Defendant's convictions of resisting arrest were not against the weight of the evidence. To convict defendant of resisting arrest, the People had to prove, beyond a reasonable doubt, that defendant intentionally prevented or attempted to prevent a police officer from effectuating an authorized arrest of himself or another person (see Penal Law § 205.30; People v Andrews, 155 AD3d 764, 765 [2017]). Here, as to the charge of resisting arrest related to the March 28, 2018 incident, the People established that the arrest was authorized, as the evidence demonstrated that the arresting officers had probable cause to believe that defendant had committed traffic infractions in their presence (see Vehicle and Traffic Law § 155; CPL 140.10 [1] [a]; [2]; People v Clergeot, 20 Misc 3d 87, 89 [App Term, 2d Dept, 9th & 10th Jud Dists 2008]). The evidence regarding defendant's conduct in refusing to be handcuffed demonstrated that defendant intentionally prevented an authorized arrest of himself (see People v Lepard, 83 AD3d 1214, 1216 [2011]; People v Somerville, 72 AD3d 1285, 1287 [2010]; People v Myrick, 10 Misc 3d [*4]138[A], 2005 NY Slip Op 52197[U] [App Term, 2d Dept, 9th & 10th Jud Dists 2005]). As for the charge of resisting arrest related to the November 8, 2018 incident, the People likewise established that the arrest was authorized by providing evidence that the arresting officers involved in that incident had probable cause to believe that defendant had committed the offense of unlawful possession of marihuana (former Penal Law § 221.05) by smoking marihuana in public (see CPL 140.10 [1]; People v Schobert, 93 AD2d 949, 950 [1983]) and established that defendant intentionally prevented the authorized arrest by refusing to be handcuffed, necessitating the efforts of two officers to handcuff him (see Lepard, 83 AD3d at 1216; Somerville, 72 AD3d at 1287; Myrick, 10 Misc 3d 138[A], 2005 NY Slip Op 52197[U]).

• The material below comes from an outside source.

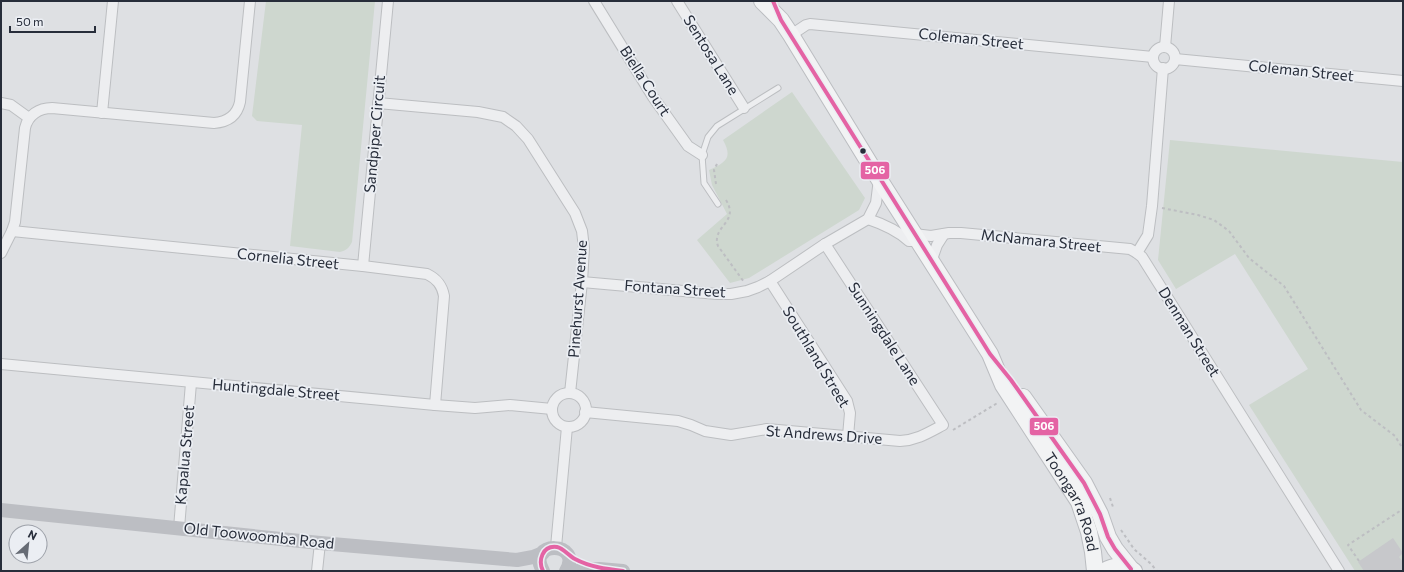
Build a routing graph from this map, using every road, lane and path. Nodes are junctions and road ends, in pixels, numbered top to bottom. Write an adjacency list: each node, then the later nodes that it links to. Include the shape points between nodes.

The conviction of failing to comply with a lawful order or direction of a police officer regulating traffic was similarly not against the weight of the evidence. To convict defendant of that offense, the People had to prove, beyond a reasonable doubt, that defendant failed or refused to comply with a lawful order or direction of a police officer or flagperson or other person duly empowered to regulate traffic (see Vehicle and Traffic Law § 1102). The evidence adduced at trial established that defendant admittedly failed to comply with an officer's order to "stay put" and not to move his vehicle as the officer was issuing defendant a traffic summons, and, further, that the officer's order to defendant sought to prevent a potential accident and involved regulating the control or movement of traffic (see People v Martin, 46 Misc 3d 143[A], 2015 NY Slip Op 50183[U] [App Term, 2d Dept, 9th & 10th Jud Dists 2015]; cf. People v DeCerbo, 4 Misc 3d 23, 24 [App Term, 2d Dept, 9th & 10th Jud Dists 2004]; People v Bohn, 91 Misc 2d 132, 132 [App Term, 2d Dept, 9th & 10th Jud Dists 1977]).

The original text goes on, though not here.